WT20 controversy: BCCI criticises Shahid Afridi for comment on Kashmir
BCCI Secretary Anurag Thakur today criticised embattled Pakistan captain Shahid Afridi for saying that "a lot of people from Kashmir" had come to support his team during the World Twenty20 match against New Zealand in Mohali
New Delhi: BCCI Secretary Anurag Thakur today criticised embattled Pakistan captain Shahid Afridi for saying that "a lot of people from Kashmir" had come to support his team during the World Twenty20 match against New Zealand in Mohali.
Shahid Afridi. Pic/ PTI
"To give a statement like that is not politically correct. A player should stay away from all this. That's the reason why he was criticised in Pakistan," Thakur said referring to the controversy triggered by his previous remark on getting "more love in India than back home".
During last night's match, which Pakistan lost, a section of the crowd cheered Afridi at the toss, prompting former Pakistan captain Rameez Raja to ask if he and his team had support from the spectators here.
"Yes, a lot of people, a lot of people are here from Kashmir as well. And I want to thank people of Kolkata, they really support us as well," Afridi said at the Punjab Cricket Association stadium just before the start of the game.

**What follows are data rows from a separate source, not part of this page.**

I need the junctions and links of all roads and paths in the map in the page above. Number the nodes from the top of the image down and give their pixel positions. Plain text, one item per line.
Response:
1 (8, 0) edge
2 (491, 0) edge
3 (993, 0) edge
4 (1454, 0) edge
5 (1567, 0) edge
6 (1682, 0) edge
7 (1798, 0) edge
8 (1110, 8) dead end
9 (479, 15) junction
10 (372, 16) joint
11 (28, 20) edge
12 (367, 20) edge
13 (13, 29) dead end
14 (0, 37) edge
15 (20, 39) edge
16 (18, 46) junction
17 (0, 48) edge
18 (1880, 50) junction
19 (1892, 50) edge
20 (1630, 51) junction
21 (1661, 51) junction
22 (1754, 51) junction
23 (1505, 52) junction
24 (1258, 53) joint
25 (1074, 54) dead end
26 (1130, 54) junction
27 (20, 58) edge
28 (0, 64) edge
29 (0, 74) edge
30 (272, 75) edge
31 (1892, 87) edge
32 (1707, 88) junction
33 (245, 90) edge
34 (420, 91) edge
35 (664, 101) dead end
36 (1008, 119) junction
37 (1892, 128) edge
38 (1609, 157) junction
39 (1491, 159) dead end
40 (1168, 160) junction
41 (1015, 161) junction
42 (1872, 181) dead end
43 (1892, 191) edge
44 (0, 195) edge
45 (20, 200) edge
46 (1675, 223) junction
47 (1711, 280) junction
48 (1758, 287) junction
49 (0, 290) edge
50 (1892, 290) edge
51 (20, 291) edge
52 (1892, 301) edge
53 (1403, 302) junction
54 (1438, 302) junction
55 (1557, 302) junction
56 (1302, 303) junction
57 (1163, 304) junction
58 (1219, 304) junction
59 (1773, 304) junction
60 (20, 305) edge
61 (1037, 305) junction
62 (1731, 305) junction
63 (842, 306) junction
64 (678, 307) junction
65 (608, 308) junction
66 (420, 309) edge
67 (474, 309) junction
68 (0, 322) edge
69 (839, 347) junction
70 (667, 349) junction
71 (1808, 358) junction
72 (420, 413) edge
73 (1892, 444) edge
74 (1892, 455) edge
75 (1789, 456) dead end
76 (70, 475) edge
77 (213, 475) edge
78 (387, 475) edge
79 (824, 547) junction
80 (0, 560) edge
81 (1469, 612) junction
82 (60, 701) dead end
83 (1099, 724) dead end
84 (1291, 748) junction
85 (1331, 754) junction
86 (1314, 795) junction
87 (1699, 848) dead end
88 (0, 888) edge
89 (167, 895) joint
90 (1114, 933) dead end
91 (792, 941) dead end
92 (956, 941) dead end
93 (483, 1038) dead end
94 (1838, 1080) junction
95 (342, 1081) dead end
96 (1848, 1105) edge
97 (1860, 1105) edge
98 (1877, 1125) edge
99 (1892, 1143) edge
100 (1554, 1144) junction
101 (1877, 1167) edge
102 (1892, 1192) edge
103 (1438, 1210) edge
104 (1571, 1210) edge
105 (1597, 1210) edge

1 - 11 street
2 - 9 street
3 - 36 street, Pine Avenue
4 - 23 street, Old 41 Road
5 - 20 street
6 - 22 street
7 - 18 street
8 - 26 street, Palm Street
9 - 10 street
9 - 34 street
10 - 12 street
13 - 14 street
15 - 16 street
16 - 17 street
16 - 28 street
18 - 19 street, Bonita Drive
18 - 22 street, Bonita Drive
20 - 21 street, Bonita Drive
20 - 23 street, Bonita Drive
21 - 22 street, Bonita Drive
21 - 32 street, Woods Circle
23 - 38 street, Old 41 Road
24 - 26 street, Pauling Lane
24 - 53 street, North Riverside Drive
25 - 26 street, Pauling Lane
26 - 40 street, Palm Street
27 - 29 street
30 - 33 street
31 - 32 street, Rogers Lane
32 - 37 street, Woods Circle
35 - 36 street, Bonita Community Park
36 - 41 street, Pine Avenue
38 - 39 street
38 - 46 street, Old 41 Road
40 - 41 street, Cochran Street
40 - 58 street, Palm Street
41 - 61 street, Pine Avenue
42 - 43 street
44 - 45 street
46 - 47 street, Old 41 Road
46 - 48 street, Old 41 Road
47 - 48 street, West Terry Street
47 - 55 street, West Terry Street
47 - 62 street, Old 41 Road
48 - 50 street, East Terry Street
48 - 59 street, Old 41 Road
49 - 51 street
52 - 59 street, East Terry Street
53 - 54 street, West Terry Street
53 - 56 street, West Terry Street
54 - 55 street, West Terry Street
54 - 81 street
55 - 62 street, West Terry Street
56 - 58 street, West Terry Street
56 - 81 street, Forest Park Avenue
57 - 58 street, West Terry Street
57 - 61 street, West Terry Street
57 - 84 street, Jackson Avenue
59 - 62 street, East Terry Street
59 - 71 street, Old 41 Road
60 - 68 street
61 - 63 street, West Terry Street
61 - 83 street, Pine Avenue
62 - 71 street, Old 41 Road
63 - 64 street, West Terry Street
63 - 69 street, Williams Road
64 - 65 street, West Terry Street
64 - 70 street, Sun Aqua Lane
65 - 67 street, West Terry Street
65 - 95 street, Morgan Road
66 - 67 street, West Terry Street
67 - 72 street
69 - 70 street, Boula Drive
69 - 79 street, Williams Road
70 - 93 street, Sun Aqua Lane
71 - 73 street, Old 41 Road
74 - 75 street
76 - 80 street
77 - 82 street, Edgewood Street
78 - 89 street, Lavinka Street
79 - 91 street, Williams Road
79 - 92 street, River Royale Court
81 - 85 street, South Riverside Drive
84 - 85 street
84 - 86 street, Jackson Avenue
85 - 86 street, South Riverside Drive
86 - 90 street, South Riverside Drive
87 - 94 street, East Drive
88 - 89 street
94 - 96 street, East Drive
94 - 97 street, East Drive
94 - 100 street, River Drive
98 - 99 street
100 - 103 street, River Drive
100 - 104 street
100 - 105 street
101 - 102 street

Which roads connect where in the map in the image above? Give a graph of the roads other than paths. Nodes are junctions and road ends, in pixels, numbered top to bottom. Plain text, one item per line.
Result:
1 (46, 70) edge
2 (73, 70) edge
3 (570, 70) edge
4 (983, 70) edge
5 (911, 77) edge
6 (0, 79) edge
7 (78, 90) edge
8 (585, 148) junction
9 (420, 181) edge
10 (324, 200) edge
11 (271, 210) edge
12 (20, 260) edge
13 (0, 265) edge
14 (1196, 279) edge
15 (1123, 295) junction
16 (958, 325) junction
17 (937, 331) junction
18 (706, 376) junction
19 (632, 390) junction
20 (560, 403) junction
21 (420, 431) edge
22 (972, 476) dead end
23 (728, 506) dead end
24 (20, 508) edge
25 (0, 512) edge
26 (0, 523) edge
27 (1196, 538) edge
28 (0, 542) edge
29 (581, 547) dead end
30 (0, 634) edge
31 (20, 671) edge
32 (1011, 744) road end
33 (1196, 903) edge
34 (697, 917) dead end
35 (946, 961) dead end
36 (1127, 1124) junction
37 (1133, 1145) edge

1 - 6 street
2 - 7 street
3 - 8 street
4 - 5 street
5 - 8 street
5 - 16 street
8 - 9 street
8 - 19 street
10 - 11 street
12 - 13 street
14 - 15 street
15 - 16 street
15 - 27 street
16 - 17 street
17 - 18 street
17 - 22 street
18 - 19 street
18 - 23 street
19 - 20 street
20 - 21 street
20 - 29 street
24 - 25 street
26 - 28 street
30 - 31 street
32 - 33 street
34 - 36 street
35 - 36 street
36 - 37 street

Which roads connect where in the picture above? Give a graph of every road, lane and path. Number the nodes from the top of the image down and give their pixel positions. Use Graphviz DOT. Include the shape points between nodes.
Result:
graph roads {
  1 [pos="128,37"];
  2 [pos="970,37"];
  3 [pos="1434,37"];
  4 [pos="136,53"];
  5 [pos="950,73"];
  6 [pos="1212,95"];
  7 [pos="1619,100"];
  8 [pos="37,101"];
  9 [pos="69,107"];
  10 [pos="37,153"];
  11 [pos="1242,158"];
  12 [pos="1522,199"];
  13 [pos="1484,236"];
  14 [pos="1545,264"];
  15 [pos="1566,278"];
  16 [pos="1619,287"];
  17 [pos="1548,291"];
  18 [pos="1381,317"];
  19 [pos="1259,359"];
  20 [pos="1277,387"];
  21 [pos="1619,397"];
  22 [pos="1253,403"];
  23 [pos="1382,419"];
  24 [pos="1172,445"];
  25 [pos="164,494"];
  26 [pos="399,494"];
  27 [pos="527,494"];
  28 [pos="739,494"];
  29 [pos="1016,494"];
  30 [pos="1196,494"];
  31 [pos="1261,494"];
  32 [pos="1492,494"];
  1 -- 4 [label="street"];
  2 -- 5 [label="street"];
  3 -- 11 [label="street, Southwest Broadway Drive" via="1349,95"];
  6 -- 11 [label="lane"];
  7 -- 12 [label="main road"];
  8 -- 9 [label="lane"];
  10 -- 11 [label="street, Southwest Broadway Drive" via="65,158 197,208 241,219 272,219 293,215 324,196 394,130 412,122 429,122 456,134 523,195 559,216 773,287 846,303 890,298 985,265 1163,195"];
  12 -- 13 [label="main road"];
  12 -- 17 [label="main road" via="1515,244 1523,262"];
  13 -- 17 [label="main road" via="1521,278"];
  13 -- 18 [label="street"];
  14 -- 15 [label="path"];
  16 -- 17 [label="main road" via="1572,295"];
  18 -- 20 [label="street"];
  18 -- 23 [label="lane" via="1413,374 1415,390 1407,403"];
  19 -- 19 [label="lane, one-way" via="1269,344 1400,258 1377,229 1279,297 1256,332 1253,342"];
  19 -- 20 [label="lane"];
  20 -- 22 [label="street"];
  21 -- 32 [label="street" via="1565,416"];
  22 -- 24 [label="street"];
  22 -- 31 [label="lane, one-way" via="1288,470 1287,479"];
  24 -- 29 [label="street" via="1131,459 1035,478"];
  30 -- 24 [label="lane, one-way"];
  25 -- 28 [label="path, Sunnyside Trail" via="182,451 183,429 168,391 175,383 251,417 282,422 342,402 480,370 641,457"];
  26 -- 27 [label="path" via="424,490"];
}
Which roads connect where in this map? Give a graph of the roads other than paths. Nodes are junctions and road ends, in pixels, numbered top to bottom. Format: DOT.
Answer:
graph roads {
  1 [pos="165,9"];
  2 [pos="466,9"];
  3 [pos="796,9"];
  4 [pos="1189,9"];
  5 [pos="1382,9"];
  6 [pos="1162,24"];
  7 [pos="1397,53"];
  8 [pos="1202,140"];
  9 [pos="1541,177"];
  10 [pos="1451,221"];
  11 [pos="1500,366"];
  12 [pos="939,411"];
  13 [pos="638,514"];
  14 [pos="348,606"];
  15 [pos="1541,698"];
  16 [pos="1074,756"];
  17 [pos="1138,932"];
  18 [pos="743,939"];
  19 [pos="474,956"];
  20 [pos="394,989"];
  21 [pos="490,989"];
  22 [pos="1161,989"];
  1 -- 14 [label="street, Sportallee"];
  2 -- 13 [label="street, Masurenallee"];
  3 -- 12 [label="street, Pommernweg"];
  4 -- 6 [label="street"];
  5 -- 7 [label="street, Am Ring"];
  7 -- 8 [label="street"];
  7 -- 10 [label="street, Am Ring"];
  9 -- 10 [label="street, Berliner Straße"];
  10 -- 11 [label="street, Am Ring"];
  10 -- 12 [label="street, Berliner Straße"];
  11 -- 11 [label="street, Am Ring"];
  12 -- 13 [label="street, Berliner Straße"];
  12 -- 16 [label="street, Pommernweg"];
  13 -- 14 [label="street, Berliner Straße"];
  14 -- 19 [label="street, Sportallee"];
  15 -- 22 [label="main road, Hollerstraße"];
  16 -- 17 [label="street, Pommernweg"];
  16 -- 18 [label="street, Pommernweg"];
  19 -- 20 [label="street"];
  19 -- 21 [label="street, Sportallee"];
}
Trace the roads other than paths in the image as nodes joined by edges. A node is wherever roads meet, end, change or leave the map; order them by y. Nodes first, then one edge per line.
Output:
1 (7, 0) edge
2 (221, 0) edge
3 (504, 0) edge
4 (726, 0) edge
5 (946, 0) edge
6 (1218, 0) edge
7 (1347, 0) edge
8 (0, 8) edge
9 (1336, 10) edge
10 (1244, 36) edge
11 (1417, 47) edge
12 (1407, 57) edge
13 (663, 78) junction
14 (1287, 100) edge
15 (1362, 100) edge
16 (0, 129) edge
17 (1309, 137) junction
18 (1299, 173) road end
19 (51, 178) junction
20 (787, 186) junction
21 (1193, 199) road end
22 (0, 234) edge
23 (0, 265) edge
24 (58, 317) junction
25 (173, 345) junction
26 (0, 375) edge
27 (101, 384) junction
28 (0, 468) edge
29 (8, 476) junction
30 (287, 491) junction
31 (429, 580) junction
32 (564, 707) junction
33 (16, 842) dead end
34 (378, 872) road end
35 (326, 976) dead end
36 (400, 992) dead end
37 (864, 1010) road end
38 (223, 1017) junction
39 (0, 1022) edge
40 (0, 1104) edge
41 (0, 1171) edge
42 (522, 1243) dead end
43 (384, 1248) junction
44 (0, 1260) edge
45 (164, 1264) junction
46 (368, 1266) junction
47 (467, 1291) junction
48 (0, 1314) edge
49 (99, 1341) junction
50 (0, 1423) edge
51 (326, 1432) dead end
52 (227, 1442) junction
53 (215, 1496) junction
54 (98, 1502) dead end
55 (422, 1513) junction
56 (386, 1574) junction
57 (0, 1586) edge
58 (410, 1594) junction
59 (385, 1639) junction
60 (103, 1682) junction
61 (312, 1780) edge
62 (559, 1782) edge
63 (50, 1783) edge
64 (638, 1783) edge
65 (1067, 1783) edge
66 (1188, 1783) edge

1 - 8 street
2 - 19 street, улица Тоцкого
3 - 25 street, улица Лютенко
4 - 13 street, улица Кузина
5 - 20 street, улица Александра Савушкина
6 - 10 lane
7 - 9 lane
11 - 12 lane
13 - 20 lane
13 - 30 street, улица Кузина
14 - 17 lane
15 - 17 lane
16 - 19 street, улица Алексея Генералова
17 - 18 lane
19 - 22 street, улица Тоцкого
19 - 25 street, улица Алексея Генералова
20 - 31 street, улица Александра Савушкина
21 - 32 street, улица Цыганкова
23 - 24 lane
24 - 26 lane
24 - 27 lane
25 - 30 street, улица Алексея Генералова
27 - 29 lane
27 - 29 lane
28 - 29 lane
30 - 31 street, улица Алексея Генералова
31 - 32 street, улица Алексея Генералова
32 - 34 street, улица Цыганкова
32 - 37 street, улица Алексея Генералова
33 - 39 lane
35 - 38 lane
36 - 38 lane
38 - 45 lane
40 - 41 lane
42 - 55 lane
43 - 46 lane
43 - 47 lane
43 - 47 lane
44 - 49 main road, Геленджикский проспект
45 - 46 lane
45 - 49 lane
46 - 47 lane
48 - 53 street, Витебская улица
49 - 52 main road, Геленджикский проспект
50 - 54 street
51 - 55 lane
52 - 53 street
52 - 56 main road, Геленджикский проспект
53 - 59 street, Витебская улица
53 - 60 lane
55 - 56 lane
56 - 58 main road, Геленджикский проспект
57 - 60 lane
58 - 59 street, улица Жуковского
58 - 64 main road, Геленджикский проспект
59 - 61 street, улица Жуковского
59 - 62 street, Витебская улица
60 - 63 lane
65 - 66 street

"It seems you have a bit of fan following here in Mohali," Raja had remarked after Afridi lost the toss. Afridi is set to be axed as captain after the World T20 owing to Pakistan's loss to India in a crunch World T20 match.
The flamboyant all-rounder had triggered outrage in Pakistan after stating that his team gets more love in India than back home.
Last night, Afridi gave clear indications that he would retire from the shortest format after his team's campaign ends in the ongoing ICC World Twenty20.
After suffering a 22-run defeat to New Zealand, Afridi said the upcoming game against Australia could be his last.
"That (the match against Australia) could be my last," Afridi said at the post-match presentation ceremony.
Disappointment was writ large on Afridi's face even as he congratulated New Zealand.